As importantly, development agencies must put more emphasis on learning from the projects they support and disseminating the results. The prerequisites for this are the sharing of information. The issue is whether development agencies are prepared to invest to learn and build systems that work. It is the absolute sine qua non for the success of our mutual efforts. Development agencies believe in monitoring, learning and evaluation, but most have yet to deliver the lessons that decision makers in the developing world need before they commit major resources to build knowledge societies as strategies for the reduction of poverty and the growth of equity.

Let's get realistic: What do we all need to do to make the partnership a success?

The Partnership has resources and advocacy to offer, including keeping the issue on the international agenda. The ground level organisations offer opportunity to work in a realistic environment where there is already a certain amount of agreement around priorities and what needs to be done.
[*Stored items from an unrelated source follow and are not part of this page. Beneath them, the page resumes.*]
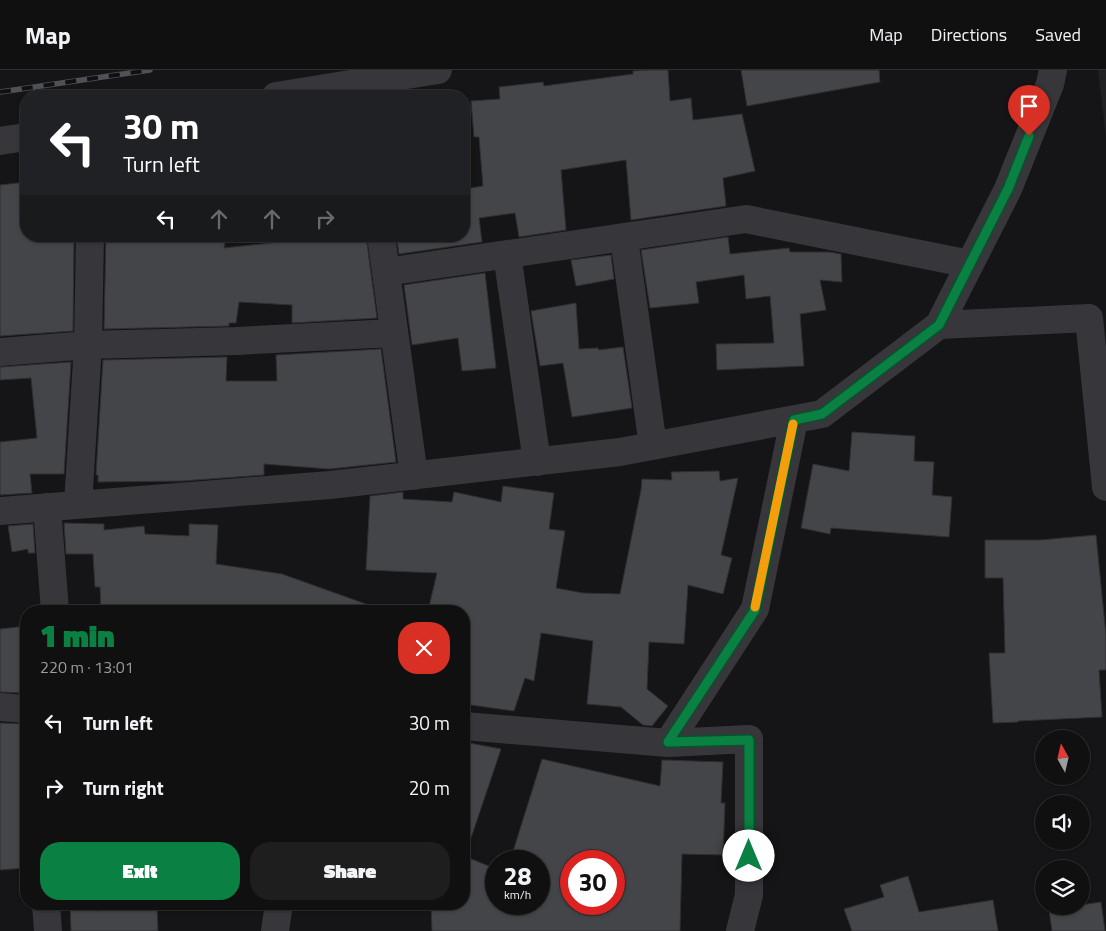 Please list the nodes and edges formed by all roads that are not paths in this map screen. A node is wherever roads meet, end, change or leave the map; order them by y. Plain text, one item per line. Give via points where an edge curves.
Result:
1 (438, 70) edge
2 (1053, 70) edge
3 (313, 90) edge
4 (20, 137) edge
5 (0, 141) edge
6 (624, 238) junction
7 (90, 242) edge
8 (382, 242) edge
9 (507, 254) junction
10 (970, 264) junction
11 (386, 272) junction
12 (1098, 317) edge
13 (939, 325) junction
14 (394, 333) junction
15 (88, 345) junction
16 (0, 352) edge
17 (794, 420) junction
18 (653, 446) junction
19 (537, 462) junction
20 (414, 476) junction
21 (1106, 487) edge
22 (78, 504) junction
23 (47, 507) junction
24 (0, 511) edge
25 (55, 605) edge
26 (0, 707) edge
27 (20, 709) edge
28 (470, 726) edge
29 (668, 742) junction
30 (46, 910) edge
31 (278, 910) edge
32 (48, 931) edge
33 (274, 931) edge
34 (740, 931) edge

1 - 3 street
2 - 10 street via 1008,189
4 - 5 street
6 - 9 street
6 - 10 street via 746,219
6 - 18 street
7 - 15 street
8 - 11 street
9 - 11 street
9 - 19 street
10 - 13 street
11 - 14 street
12 - 13 street
12 - 21 street
13 - 17 street via 822,414
14 - 15 street
14 - 20 street
15 - 16 street
15 - 22 street
17 - 18 street
17 - 29 street via 755,610
18 - 19 street
19 - 20 street
20 - 22 street
22 - 23 street
23 - 24 street
23 - 25 street
26 - 27 street
28 - 29 street
29 - 34 street via 749,740 749,894
30 - 32 street
31 - 33 street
If the partnership is to continue to deliver on the advocacy side it is going to have to get down and deliver - mainly on the lessons learned and the policy implications of these lessons. The partnership needs to develop more substance in this area.
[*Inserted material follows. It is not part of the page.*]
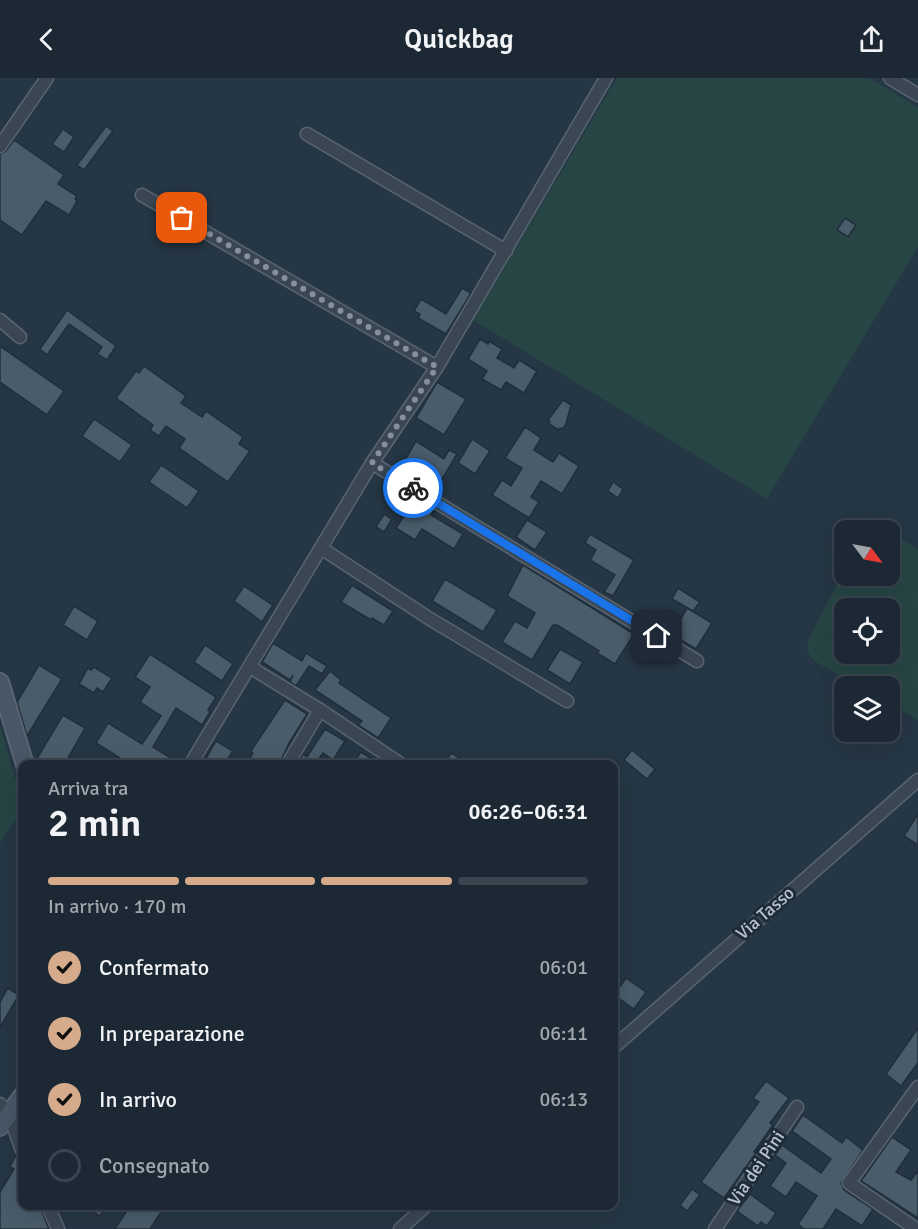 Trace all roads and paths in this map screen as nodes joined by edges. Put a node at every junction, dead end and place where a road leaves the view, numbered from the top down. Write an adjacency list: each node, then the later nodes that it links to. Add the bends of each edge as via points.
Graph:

It is my hope that all the organisations here at this meeting will consolidate established partnerships and identify new partners in support of a strategically limited number of clearly defined initiatives among government, the private sector and other segments of civil society that have emerged as priorities at the beginning of the twenty-first century. I hope further that these initiatives will provide the experiences and lessons that we can share with all the stakeholders in this process so that all (governments, private sector, civil society, donor and executing agencies) will make the necessary investments to build knowledge societies.

And we have to share information on what we are doing, what we have done and what we have learned. It is surprising that I have to say this at the Global KNOWLEDGE Partnership. If we don't do this, how can we expect others to do so? Even though all of us are terribly busy trying to meet the tremendous challenges that we are all dedicated to, we have to include the element of information sharing as a regular part of our working day. We will all be the richer for it.

Summit participants,

We're here to work hard over the next two days. There is no question why this is called the Action Summit. Our aim is to focus the talk strongly on the need for ACTION: to define directions for collaboration and identify shared priorities and options for joint action.
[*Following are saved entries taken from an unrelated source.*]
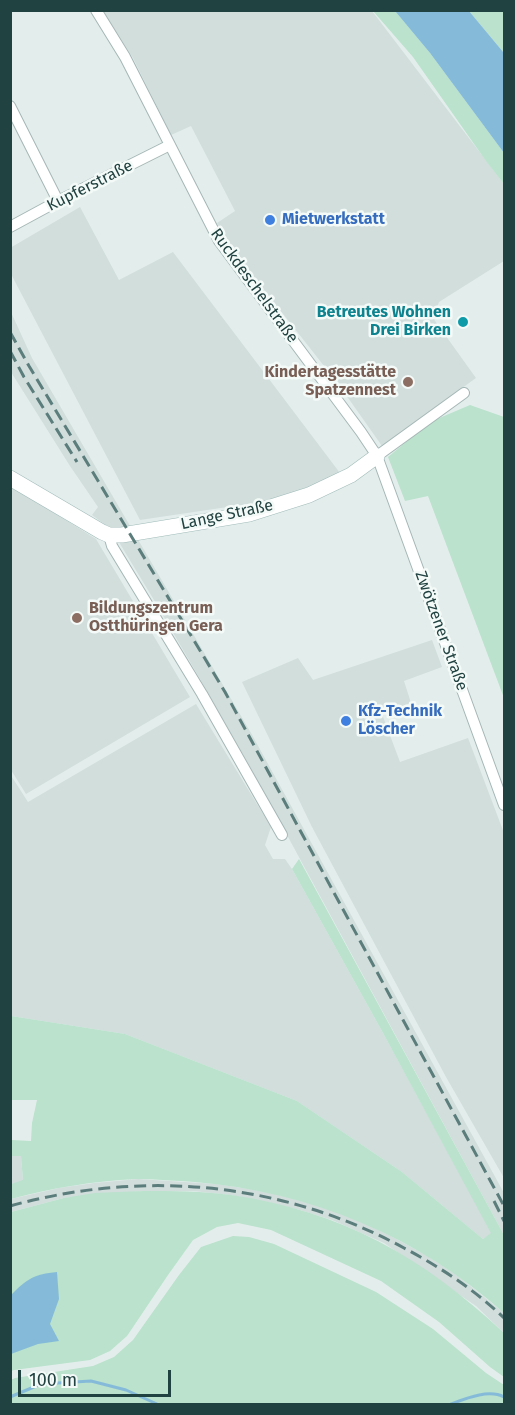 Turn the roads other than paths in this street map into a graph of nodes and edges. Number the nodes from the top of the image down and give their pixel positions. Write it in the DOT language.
graph roads {
  1 [pos="96,10"];
  2 [pos="10,106"];
  3 [pos="170,145"];
  4 [pos="58,201"];
  5 [pos="10,228"];
  6 [pos="464,393"];
  7 [pos="377,456"];
  8 [pos="10,478"];
  9 [pos="109,535"];
  10 [pos="504,805"];
  11 [pos="282,835"];
  1 -- 3 [label="street, Ruckdeschelstraße"];
  2 -- 4 [label="street"];
  3 -- 4 [label="street, Kupferstraße"];
  3 -- 7 [label="street, Ruckdeschelstraße"];
  4 -- 5 [label="street, Kupferstraße"];
  6 -- 7 [label="street, Lange Straße"];
  7 -- 9 [label="street, Lange Straße"];
  7 -- 10 [label="street, Zwötzener Straße"];
  8 -- 9 [label="street"];
  9 -- 11 [label="street"];
}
We are here from the North and from the South. But it would be encouraging to see more members from the South in the partnership. After all, the objectives that we are dealing with are for the South. We are here from the public and from the private sector, from international and bilateral agencies and from foundations, corporations and non-governmental organisations. Let's see what we can all plan and commit to do together so that the people of the world can have the knowledge they need to improve their lives. And let’s try to do it in the future through an enlarged partnership.

Je vous remercie.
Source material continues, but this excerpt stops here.